╔══

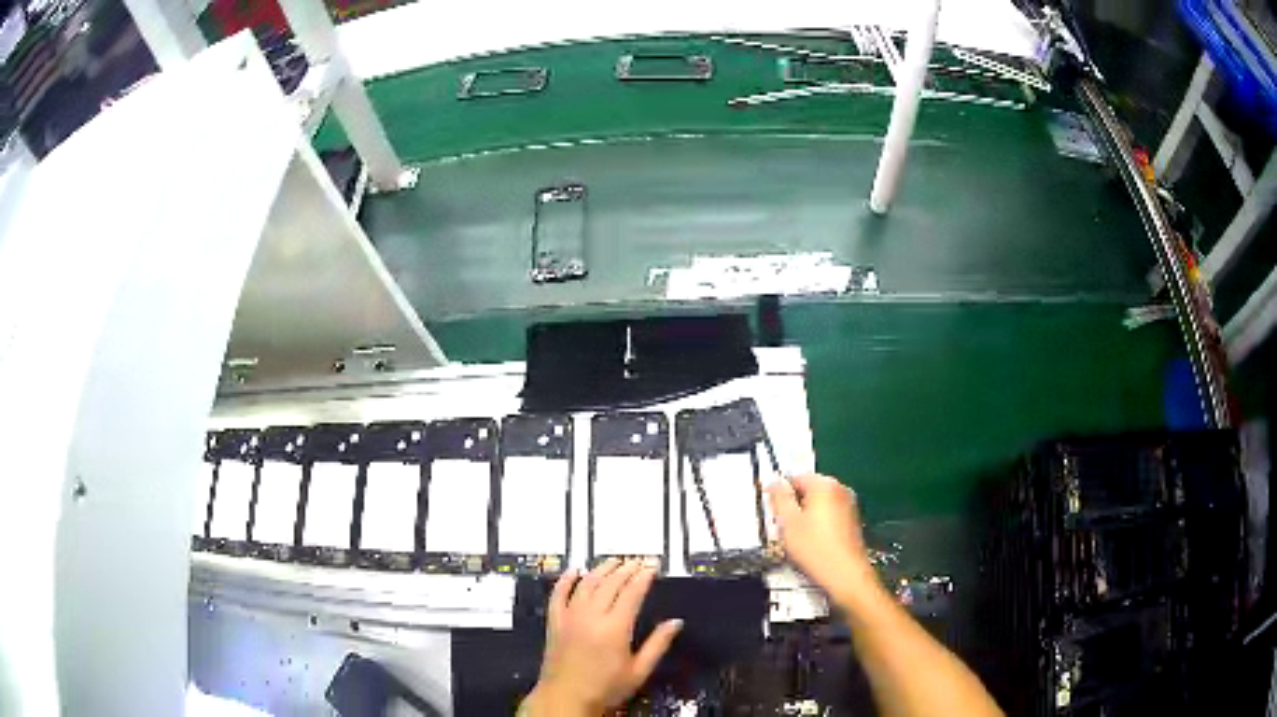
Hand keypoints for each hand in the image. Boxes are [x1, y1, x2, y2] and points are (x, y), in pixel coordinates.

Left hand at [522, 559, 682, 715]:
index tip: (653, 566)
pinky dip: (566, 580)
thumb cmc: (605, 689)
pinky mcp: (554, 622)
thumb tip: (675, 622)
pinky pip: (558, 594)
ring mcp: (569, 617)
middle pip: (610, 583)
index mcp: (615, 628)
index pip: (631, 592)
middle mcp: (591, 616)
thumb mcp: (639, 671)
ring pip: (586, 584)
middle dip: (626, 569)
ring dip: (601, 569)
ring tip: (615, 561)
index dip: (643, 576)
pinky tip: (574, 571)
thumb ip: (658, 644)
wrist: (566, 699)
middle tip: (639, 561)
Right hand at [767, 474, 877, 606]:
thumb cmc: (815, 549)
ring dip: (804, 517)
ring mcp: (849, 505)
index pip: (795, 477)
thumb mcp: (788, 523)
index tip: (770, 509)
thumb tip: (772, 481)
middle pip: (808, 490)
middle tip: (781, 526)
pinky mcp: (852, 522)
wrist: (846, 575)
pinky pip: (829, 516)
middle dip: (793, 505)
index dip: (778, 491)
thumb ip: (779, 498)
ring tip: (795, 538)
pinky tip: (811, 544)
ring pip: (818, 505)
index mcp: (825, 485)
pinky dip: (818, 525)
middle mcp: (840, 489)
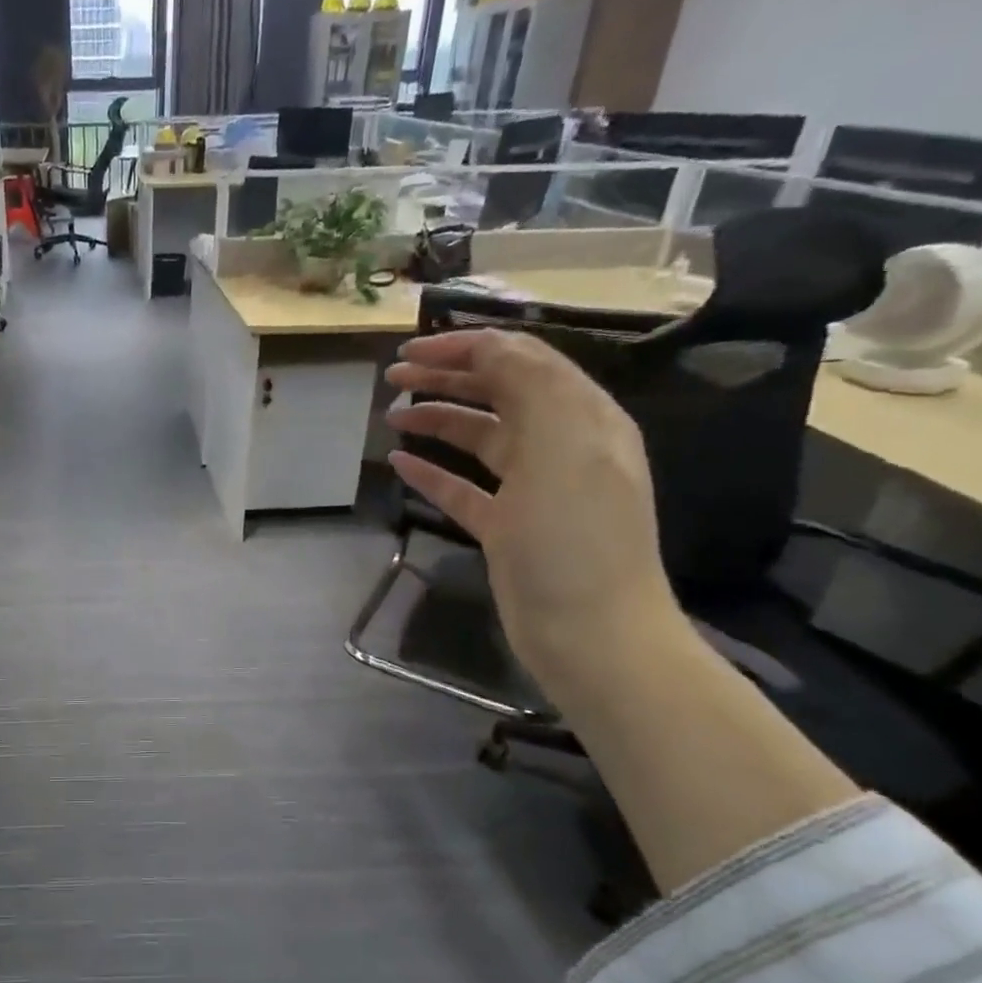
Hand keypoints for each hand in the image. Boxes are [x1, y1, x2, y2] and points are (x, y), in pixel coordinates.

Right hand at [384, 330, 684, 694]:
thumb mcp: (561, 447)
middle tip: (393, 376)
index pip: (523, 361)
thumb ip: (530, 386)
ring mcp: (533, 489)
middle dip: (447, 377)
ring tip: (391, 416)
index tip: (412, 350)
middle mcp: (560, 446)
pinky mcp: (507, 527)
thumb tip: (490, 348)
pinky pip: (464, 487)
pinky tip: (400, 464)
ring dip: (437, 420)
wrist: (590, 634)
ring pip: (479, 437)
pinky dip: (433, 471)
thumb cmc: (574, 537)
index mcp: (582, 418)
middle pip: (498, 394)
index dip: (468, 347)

╚══
╔══

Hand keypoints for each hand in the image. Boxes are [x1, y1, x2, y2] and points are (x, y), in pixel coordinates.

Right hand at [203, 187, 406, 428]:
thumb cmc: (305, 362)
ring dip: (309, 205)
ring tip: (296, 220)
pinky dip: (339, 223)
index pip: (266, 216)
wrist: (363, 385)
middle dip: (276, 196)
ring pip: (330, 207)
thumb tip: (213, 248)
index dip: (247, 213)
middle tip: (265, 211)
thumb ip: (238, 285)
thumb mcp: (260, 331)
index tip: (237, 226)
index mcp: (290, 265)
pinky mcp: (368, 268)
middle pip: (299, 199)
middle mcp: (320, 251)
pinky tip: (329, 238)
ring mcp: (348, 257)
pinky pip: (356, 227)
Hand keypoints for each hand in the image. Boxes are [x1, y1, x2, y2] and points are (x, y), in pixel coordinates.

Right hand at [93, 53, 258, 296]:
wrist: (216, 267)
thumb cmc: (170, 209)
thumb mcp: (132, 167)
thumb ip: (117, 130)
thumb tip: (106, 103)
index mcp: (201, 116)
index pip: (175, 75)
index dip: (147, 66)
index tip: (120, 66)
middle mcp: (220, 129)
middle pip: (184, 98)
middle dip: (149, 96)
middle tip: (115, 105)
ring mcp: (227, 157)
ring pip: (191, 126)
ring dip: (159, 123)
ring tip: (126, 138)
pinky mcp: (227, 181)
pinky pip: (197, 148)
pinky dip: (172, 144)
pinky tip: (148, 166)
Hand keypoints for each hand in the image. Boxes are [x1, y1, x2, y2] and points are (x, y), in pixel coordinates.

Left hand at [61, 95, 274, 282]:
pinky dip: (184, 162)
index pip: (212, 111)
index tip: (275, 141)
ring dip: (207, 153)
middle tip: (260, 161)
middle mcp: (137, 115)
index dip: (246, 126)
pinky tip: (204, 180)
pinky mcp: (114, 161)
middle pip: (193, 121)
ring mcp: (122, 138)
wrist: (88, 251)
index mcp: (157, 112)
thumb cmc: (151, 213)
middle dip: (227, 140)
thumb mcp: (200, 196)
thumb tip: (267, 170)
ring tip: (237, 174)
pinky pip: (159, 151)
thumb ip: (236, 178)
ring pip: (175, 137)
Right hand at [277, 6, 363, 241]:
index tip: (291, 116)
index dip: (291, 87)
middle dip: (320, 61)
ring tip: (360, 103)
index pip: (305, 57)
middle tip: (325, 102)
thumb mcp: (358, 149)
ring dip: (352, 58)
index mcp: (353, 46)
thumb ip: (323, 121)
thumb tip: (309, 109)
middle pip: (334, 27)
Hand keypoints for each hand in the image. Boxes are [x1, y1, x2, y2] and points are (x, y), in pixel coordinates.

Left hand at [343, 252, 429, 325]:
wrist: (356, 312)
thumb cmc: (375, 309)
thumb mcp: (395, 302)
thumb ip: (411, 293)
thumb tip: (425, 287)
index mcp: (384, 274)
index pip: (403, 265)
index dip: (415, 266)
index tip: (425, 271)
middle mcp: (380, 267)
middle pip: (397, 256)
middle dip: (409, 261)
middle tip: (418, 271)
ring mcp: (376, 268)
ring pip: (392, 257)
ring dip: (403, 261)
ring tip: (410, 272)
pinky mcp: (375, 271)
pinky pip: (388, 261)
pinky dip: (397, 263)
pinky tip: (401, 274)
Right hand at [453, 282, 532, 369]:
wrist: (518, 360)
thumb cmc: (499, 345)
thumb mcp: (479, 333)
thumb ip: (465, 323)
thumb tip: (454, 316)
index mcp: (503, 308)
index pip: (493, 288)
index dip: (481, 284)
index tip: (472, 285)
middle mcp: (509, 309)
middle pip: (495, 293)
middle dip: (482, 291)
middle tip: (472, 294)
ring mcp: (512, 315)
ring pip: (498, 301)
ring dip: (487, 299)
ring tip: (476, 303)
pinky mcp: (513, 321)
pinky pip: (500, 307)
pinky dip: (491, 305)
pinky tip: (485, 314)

╚══

Task requirements — Show each line from the material above where the string "Left" can be found.

Your solution —
Left hand at [522, 559, 682, 715]:
Left hand at [61, 95, 274, 282]:
Left hand at [343, 252, 429, 325]:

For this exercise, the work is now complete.